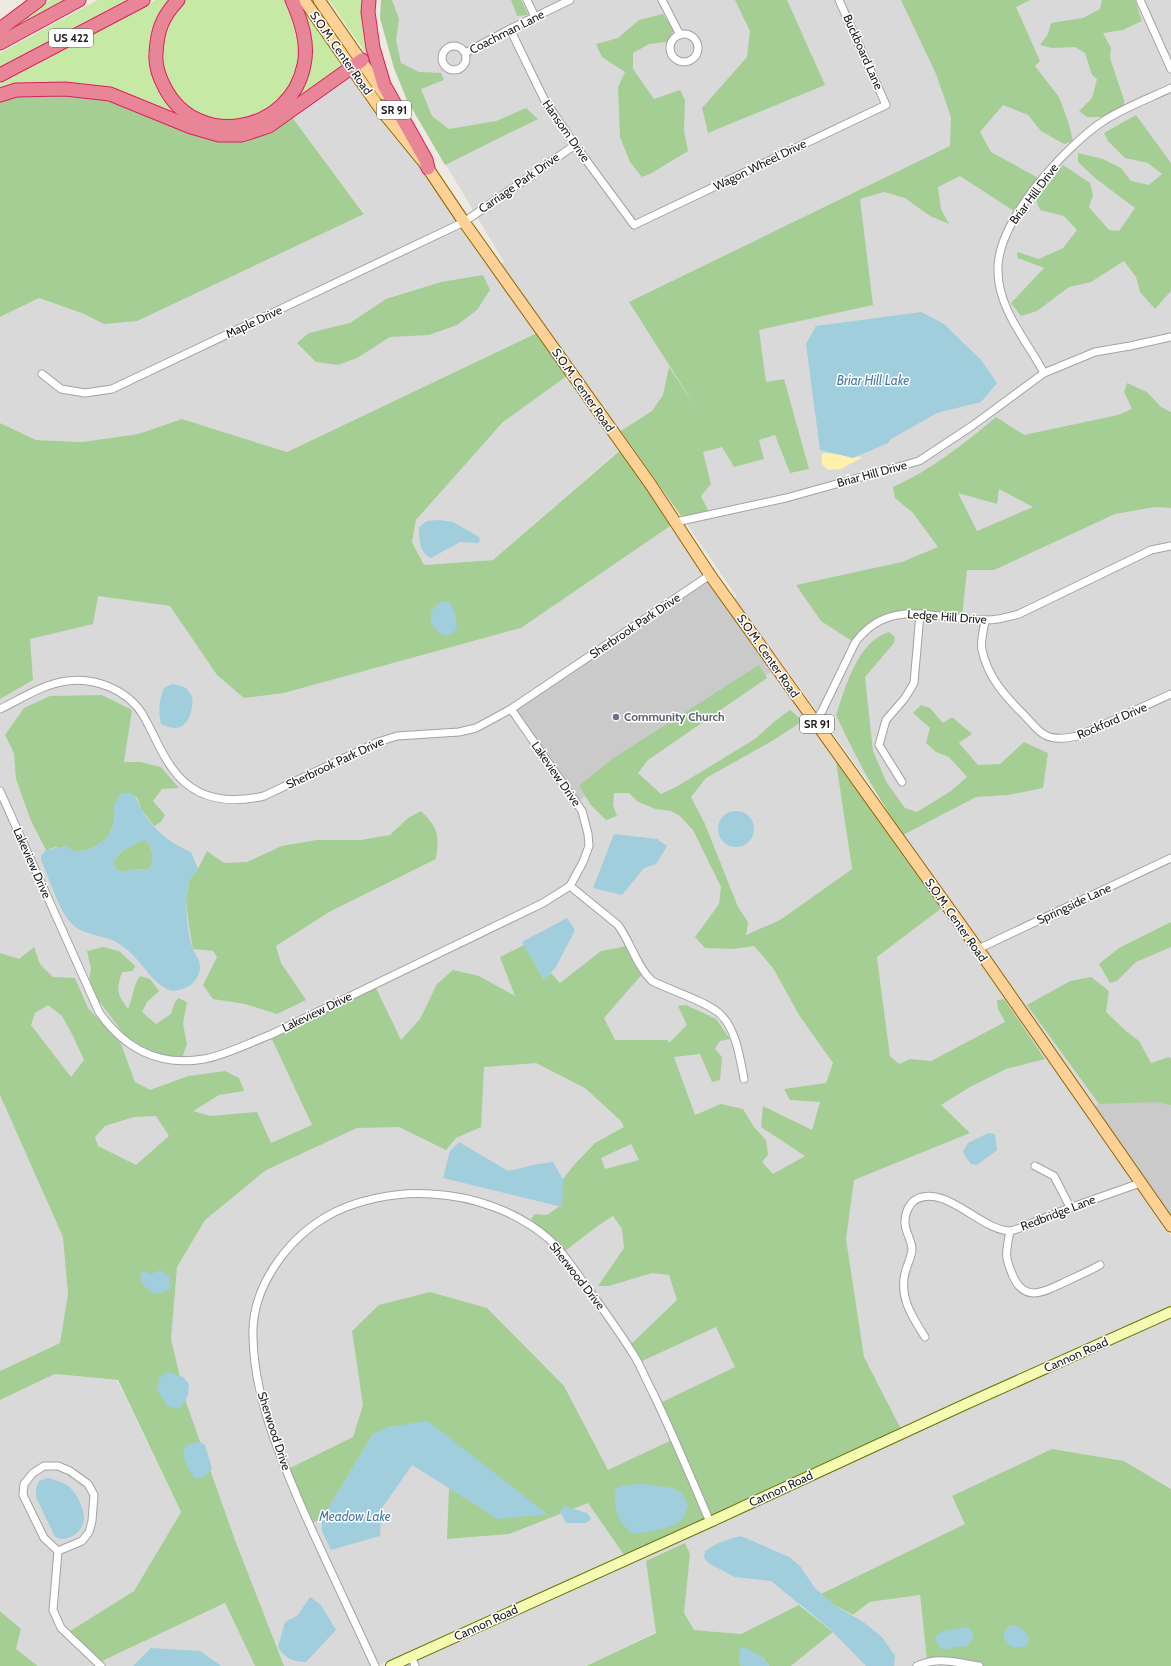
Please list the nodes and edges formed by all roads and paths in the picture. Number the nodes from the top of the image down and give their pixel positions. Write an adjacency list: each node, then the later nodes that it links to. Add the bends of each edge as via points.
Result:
1 (39, 0): 15 (highway)
2 (79, 0): 18 (highway, US 422)
3 (143, 0): 22 (highway, US 422)
4 (178, 0): 5 (highway, via 168,10 157,35 155,60 159,78 169,96 196,120 224,127 238,127 260,121 277,110 296,88 305,63 304,39 300,18)
5 (292, 0)
6 (304, 0): 20 (main road, S.O.M. Center Road / SR 91)
7 (319, 0): 20 (main road, S.O.M. Center Road / SR 91)
8 (369, 0): 27 (highway, via 373,48 384,85 426,160)
9 (527, 0): 14 (street)
10 (570, 0): 14 (street, Coachman Lane)
11 (662, 0): 17 (street)
12 (839, 0): 25 (street, Buckboard Lane)
13 (1140, 0): 21 (street)
14 (535, 17): 16 (street, Coachman Lane)
15 (0, 29)
16 (510, 29): 19 (street, Coachman Lane); 26 (street, Hansom Drive, via 544,99)
17 (680, 35)
18 (0, 42)
19 (465, 53)
20 (356, 64): 24 (highway, via 269,126 242,135 220,135 191,127 110,94 65,89 16,90); 27 (main road, S.O.M. Center Road / SR 91, via 381,110)
21 (1171, 69)
22 (0, 75)
23 (1171, 88): 31 (street, Briar Hill Drive, via 1106,119 1085,134 1051,169 1017,213 1006,232 1000,250 998,272 1002,297)
24 (0, 95)
25 (886, 105): 29 (street, Wagon Wheel Drive)
26 (575, 145): 28 (street, Carriage Park Drive); 29 (street, Hansom Drive)
27 (426, 165): 28 (main road, S.O.M. Center Road / SR 91)
28 (464, 222): 32 (street, Maple Drive, via 112,389 84,393 61,389); 33 (main road, S.O.M. Center Road / SR 91)
29 (634, 226)
30 (1171, 337): 31 (street, Briar Hill Drive, via 1095,352)
31 (1044, 373): 33 (street, Briar Hill Drive, via 967,430 919,461 786,498)
32 (42, 374)
33 (676, 522): 35 (main road, S.O.M. Center Road / SR 91)
34 (1171, 546): 37 (street, Ledge Hill Drive, via 1151,550 1019,614 1003,619)
35 (710, 575): 39 (street, Sherbrook Park Drive); 41 (main road, S.O.M. Center Road / SR 91)
36 (920, 614): 37 (street, Ledge Hill Drive); 41 (street, Ledge Hill Drive, via 887,617 860,635); 42 (street, via 914,683 886,720 879,745)
37 (985, 620): 38 (street, Rockford Drive, via 981,649 987,667 1005,696 1046,736 1068,739 1081,736)
38 (1171, 694)
39 (511, 709): 40 (street, Sherbrook Park Drive, via 476,728 459,732 397,736 378,742 264,796 247,800 224,800 204,794 187,784 172,770 142,714 129,699 113,688 92,680 67,681 47,686); 45 (street, Lakeview Drive, via 582,811 589,846)
40 (0, 710)
41 (815, 722): 46 (main road, S.O.M. Center Road / SR 91)
42 (902, 782)
43 (0, 791): 45 (street, Lakeview Drive, via 99,1012 125,1041 144,1053 164,1059 186,1061 228,1052 543,903)
44 (1171, 858): 46 (street, Springside Lane)
45 (570, 886): 47 (street, via 618,924 638,964 652,981 719,1013 730,1028)
46 (978, 949): 49 (main road, S.O.M. Center Road / SR 91)
47 (744, 1079)
48 (1035, 1166): 50 (street, via 1054,1176)
49 (1140, 1183): 50 (street, Redbridge Lane); 51 (main road, S.O.M. Center Road / SR 91)
50 (1070, 1207): 52 (street, Redbridge Lane)
51 (1171, 1226)
52 (1010, 1231): 53 (street, via 1005,1254 1017,1285 1025,1291 1036,1294 1048,1291); 55 (street, Redbridge Lane, via 992,1226 941,1198 929,1195 912,1202 906,1211 904,1222 912,1242 912,1251 903,1290 905,1303)
53 (1100, 1265)
54 (1171, 1312): 56 (main road, Cannon Road)
55 (925, 1337)
56 (710, 1522): 58 (main road, Cannon Road, via 599,1571); 60 (street, Sherwood Drive, via 636,1358 570,1264 550,1240 506,1212 447,1194 415,1192 390,1195 363,1202 328,1216 307,1229 275,1265 256,1310 253,1335 260,1392 275,1439 318,1544)
57 (58, 1551): 57 (street, via 82,1541 89,1532 94,1495 88,1484 70,1471 58,1466 44,1466 33,1473 24,1484 23,1494 44,1538); 59 (street, via 53,1610 61,1628)
58 (414, 1662): 61 (main road, Cannon Road)
59 (101, 1666)
60 (375, 1666)
61 (391, 1666)
62 (917, 1666): 63 (street, via 936,1660)
63 (979, 1666)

+ + + + +

*What is expected:* If the listing above includes images, copy every line of it exactly except those images.

*Response to the exercise:*
Please list the nodes and edges formed by all roads and paths in the picture. Number the nodes from the top of the image down and give their pixel positions. Write an adjacency list: each node, then the later nodes that it links to. Add the bends of each edge as via points.
Result:
1 (39, 0): 15 (highway)
2 (79, 0): 18 (highway, US 422)
3 (143, 0): 22 (highway, US 422)
4 (178, 0): 5 (highway, via 168,10 157,35 155,60 159,78 169,96 196,120 224,127 238,127 260,121 277,110 296,88 305,63 304,39 300,18)
5 (292, 0)
6 (304, 0): 20 (main road, S.O.M. Center Road / SR 91)
7 (319, 0): 20 (main road, S.O.M. Center Road / SR 91)
8 (369, 0): 27 (highway, via 373,48 384,85 426,160)
9 (527, 0): 14 (street)
10 (570, 0): 14 (street, Coachman Lane)
11 (662, 0): 17 (street)
12 (839, 0): 25 (street, Buckboard Lane)
13 (1140, 0): 21 (street)
14 (535, 17): 16 (street, Coachman Lane)
15 (0, 29)
16 (510, 29): 19 (street, Coachman Lane); 26 (street, Hansom Drive, via 544,99)
17 (680, 35)
18 (0, 42)
19 (465, 53)
20 (356, 64): 24 (highway, via 269,126 242,135 220,135 191,127 110,94 65,89 16,90); 27 (main road, S.O.M. Center Road / SR 91, via 381,110)
21 (1171, 69)
22 (0, 75)
23 (1171, 88): 31 (street, Briar Hill Drive, via 1106,119 1085,134 1051,169 1017,213 1006,232 1000,250 998,272 1002,297)
24 (0, 95)
25 (886, 105): 29 (street, Wagon Wheel Drive)
26 (575, 145): 28 (street, Carriage Park Drive); 29 (street, Hansom Drive)
27 (426, 165): 28 (main road, S.O.M. Center Road / SR 91)
28 (464, 222): 32 (street, Maple Drive, via 112,389 84,393 61,389); 33 (main road, S.O.M. Center Road / SR 91)
29 (634, 226)
30 (1171, 337): 31 (street, Briar Hill Drive, via 1095,352)
31 (1044, 373): 33 (street, Briar Hill Drive, via 967,430 919,461 786,498)
32 (42, 374)
33 (676, 522): 35 (main road, S.O.M. Center Road / SR 91)
34 (1171, 546): 37 (street, Ledge Hill Drive, via 1151,550 1019,614 1003,619)
35 (710, 575): 39 (street, Sherbrook Park Drive); 41 (main road, S.O.M. Center Road / SR 91)
36 (920, 614): 37 (street, Ledge Hill Drive); 41 (street, Ledge Hill Drive, via 887,617 860,635); 42 (street, via 914,683 886,720 879,745)
37 (985, 620): 38 (street, Rockford Drive, via 981,649 987,667 1005,696 1046,736 1068,739 1081,736)
38 (1171, 694)
39 (511, 709): 40 (street, Sherbrook Park Drive, via 476,728 459,732 397,736 378,742 264,796 247,800 224,800 204,794 187,784 172,770 142,714 129,699 113,688 92,680 67,681 47,686); 45 (street, Lakeview Drive, via 582,811 589,846)
40 (0, 710)
41 (815, 722): 46 (main road, S.O.M. Center Road / SR 91)
42 (902, 782)
43 (0, 791): 45 (street, Lakeview Drive, via 99,1012 125,1041 144,1053 164,1059 186,1061 228,1052 543,903)
44 (1171, 858): 46 (street, Springside Lane)
45 (570, 886): 47 (street, via 618,924 638,964 652,981 719,1013 730,1028)
46 (978, 949): 49 (main road, S.O.M. Center Road / SR 91)
47 (744, 1079)
48 (1035, 1166): 50 (street, via 1054,1176)
49 (1140, 1183): 50 (street, Redbridge Lane); 51 (main road, S.O.M. Center Road / SR 91)
50 (1070, 1207): 52 (street, Redbridge Lane)
51 (1171, 1226)
52 (1010, 1231): 53 (street, via 1005,1254 1017,1285 1025,1291 1036,1294 1048,1291); 55 (street, Redbridge Lane, via 992,1226 941,1198 929,1195 912,1202 906,1211 904,1222 912,1242 912,1251 903,1290 905,1303)
53 (1100, 1265)
54 (1171, 1312): 56 (main road, Cannon Road)
55 (925, 1337)
56 (710, 1522): 58 (main road, Cannon Road, via 599,1571); 60 (street, Sherwood Drive, via 636,1358 570,1264 550,1240 506,1212 447,1194 415,1192 390,1195 363,1202 328,1216 307,1229 275,1265 256,1310 253,1335 260,1392 275,1439 318,1544)
57 (58, 1551): 57 (street, via 82,1541 89,1532 94,1495 88,1484 70,1471 58,1466 44,1466 33,1473 24,1484 23,1494 44,1538); 59 (street, via 53,1610 61,1628)
58 (414, 1662): 61 (main road, Cannon Road)
59 (101, 1666)
60 (375, 1666)
61 (391, 1666)
62 (917, 1666): 63 (street, via 936,1660)
63 (979, 1666)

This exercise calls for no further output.